#### Material to process ####

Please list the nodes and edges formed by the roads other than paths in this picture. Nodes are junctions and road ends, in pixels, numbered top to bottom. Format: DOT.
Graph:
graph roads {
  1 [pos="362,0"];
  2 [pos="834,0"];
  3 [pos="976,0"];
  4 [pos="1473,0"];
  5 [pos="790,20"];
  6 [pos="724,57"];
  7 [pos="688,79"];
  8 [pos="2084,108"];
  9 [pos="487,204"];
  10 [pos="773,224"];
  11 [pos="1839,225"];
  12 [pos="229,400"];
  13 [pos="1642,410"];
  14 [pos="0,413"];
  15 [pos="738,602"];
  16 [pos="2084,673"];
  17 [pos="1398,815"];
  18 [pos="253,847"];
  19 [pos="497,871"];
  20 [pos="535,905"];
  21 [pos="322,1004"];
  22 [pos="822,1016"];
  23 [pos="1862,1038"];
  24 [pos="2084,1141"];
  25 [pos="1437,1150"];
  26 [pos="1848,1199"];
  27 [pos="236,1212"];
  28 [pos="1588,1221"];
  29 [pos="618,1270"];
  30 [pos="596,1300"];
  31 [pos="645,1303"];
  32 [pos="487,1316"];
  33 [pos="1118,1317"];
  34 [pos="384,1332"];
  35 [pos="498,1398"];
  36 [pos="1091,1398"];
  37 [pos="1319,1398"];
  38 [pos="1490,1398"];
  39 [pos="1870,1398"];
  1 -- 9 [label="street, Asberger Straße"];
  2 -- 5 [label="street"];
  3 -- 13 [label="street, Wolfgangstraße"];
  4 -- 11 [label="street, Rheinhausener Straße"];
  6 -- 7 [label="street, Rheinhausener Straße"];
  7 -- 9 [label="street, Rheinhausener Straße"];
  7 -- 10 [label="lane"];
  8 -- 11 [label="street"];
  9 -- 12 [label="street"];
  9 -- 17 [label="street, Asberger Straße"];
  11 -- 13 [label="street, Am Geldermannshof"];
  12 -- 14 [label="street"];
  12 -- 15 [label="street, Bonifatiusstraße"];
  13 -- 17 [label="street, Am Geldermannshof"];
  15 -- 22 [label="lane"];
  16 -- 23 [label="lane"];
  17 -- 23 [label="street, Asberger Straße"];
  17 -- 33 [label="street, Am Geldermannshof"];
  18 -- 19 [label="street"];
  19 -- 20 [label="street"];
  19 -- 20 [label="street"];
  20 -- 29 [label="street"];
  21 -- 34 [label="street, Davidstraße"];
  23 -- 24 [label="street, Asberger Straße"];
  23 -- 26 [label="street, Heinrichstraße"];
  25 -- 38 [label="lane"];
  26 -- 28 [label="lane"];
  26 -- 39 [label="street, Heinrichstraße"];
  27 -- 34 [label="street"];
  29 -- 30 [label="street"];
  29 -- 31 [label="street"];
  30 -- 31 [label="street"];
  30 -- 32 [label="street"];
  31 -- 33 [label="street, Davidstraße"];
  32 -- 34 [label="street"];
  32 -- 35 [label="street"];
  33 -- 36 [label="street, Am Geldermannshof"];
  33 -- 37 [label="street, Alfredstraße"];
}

####
#### Material to process ####

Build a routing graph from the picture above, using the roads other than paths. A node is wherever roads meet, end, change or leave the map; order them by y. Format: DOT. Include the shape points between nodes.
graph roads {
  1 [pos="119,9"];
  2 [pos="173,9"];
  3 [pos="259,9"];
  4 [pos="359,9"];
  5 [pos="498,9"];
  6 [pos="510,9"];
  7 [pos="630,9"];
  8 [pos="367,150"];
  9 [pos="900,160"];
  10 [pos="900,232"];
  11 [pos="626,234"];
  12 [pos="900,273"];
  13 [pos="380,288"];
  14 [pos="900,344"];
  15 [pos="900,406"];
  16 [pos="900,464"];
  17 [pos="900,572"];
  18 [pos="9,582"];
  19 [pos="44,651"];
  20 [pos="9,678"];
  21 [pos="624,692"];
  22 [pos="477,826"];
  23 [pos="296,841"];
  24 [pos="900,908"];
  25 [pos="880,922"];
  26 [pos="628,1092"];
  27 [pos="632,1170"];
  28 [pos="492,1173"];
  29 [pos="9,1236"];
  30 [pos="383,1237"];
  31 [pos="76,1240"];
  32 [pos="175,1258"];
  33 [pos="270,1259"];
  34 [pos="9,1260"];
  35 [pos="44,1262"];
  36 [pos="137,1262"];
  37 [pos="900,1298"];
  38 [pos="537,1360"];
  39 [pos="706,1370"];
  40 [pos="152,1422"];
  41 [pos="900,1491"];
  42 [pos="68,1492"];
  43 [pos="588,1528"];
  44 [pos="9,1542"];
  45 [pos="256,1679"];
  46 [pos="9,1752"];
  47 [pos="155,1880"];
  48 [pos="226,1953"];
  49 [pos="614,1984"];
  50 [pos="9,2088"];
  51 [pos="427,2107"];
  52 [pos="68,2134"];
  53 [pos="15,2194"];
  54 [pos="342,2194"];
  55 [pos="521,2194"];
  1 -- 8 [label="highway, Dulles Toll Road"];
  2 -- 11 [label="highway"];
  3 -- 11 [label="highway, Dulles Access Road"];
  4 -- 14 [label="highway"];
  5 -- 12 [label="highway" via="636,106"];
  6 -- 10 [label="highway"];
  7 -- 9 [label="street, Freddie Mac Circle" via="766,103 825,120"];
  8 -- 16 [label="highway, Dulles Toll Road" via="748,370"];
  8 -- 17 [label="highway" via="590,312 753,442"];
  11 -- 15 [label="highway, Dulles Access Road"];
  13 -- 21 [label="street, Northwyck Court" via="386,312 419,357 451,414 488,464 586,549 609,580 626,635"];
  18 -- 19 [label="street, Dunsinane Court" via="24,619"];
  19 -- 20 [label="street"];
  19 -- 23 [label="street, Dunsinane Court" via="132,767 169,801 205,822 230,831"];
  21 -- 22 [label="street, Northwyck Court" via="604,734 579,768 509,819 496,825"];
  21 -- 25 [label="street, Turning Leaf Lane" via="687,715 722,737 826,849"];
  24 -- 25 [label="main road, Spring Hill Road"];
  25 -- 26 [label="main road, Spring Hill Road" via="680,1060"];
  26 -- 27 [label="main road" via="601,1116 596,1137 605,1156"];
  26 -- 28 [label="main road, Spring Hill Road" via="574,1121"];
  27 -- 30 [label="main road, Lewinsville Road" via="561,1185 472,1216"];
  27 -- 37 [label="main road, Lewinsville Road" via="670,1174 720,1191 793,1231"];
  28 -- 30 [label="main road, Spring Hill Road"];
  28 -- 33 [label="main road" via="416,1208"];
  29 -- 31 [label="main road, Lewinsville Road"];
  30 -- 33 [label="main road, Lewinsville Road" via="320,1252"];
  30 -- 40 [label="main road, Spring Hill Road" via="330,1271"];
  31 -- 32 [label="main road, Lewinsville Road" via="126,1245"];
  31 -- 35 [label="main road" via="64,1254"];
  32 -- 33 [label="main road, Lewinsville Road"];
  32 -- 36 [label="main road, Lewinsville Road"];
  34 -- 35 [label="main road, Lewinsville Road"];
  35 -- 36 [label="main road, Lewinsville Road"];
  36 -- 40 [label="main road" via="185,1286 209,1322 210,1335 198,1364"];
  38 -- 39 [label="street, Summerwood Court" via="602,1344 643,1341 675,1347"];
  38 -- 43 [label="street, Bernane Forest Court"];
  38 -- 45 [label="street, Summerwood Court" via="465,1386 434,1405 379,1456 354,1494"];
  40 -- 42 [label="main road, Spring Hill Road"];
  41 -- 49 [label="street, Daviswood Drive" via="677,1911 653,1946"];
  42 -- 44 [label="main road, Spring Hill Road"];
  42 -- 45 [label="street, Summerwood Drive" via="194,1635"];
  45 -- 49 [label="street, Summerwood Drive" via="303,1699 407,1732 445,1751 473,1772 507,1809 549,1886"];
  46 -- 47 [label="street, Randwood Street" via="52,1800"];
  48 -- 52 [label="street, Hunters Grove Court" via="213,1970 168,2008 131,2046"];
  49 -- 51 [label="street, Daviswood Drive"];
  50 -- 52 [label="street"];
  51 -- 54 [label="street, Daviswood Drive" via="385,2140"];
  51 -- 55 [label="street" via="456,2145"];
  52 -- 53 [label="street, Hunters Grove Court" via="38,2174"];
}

####
#### Material to process ####

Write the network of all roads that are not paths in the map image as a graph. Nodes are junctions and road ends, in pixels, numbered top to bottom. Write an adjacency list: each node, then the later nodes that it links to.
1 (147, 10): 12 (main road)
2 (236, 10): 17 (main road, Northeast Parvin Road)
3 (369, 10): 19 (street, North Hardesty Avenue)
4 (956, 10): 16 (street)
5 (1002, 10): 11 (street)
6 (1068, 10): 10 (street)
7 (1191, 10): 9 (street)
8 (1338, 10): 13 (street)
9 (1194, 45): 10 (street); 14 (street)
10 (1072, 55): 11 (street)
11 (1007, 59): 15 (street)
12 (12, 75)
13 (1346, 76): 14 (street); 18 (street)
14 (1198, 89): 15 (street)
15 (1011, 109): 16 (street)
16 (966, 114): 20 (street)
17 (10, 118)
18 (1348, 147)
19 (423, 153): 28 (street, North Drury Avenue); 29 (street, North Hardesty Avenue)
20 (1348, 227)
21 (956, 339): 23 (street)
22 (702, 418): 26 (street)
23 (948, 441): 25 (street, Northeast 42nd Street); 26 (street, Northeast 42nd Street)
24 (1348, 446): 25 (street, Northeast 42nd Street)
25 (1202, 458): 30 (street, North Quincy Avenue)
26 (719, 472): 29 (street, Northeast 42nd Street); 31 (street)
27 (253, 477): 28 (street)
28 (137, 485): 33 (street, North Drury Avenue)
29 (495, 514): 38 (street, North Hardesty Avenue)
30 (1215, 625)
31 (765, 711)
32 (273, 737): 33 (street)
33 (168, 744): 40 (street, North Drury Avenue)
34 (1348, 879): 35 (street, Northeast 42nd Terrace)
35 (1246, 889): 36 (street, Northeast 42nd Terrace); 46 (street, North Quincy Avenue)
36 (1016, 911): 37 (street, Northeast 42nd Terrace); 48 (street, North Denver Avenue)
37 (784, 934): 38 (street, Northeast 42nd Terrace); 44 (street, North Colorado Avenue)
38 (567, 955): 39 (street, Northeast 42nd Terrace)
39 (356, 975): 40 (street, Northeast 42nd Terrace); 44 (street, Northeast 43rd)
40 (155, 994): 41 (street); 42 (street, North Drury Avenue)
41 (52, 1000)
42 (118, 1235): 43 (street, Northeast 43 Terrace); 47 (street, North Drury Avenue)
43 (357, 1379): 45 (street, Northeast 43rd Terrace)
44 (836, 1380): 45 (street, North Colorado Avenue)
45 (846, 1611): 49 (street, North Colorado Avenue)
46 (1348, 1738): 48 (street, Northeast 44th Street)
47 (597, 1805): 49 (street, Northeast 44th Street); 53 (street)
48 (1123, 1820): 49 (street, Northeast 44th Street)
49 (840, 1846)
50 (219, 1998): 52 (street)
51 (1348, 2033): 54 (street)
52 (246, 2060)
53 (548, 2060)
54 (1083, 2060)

####

• Assignment:
Each line in the data that holds the word "ends" must be copied.

• Result of the exercise:
Please list the nodes and edges formed by the roads other than paths in this picture. Nodes are junctions and road ends, in pixels, numbered top to bottom. Format: DOT.
Write the network of all roads that are not paths in the map image as a graph. Nodes are junctions and road ends, in pixels, numbered top to bottom. Write an adjacency list: each node, then the later nodes that it links to.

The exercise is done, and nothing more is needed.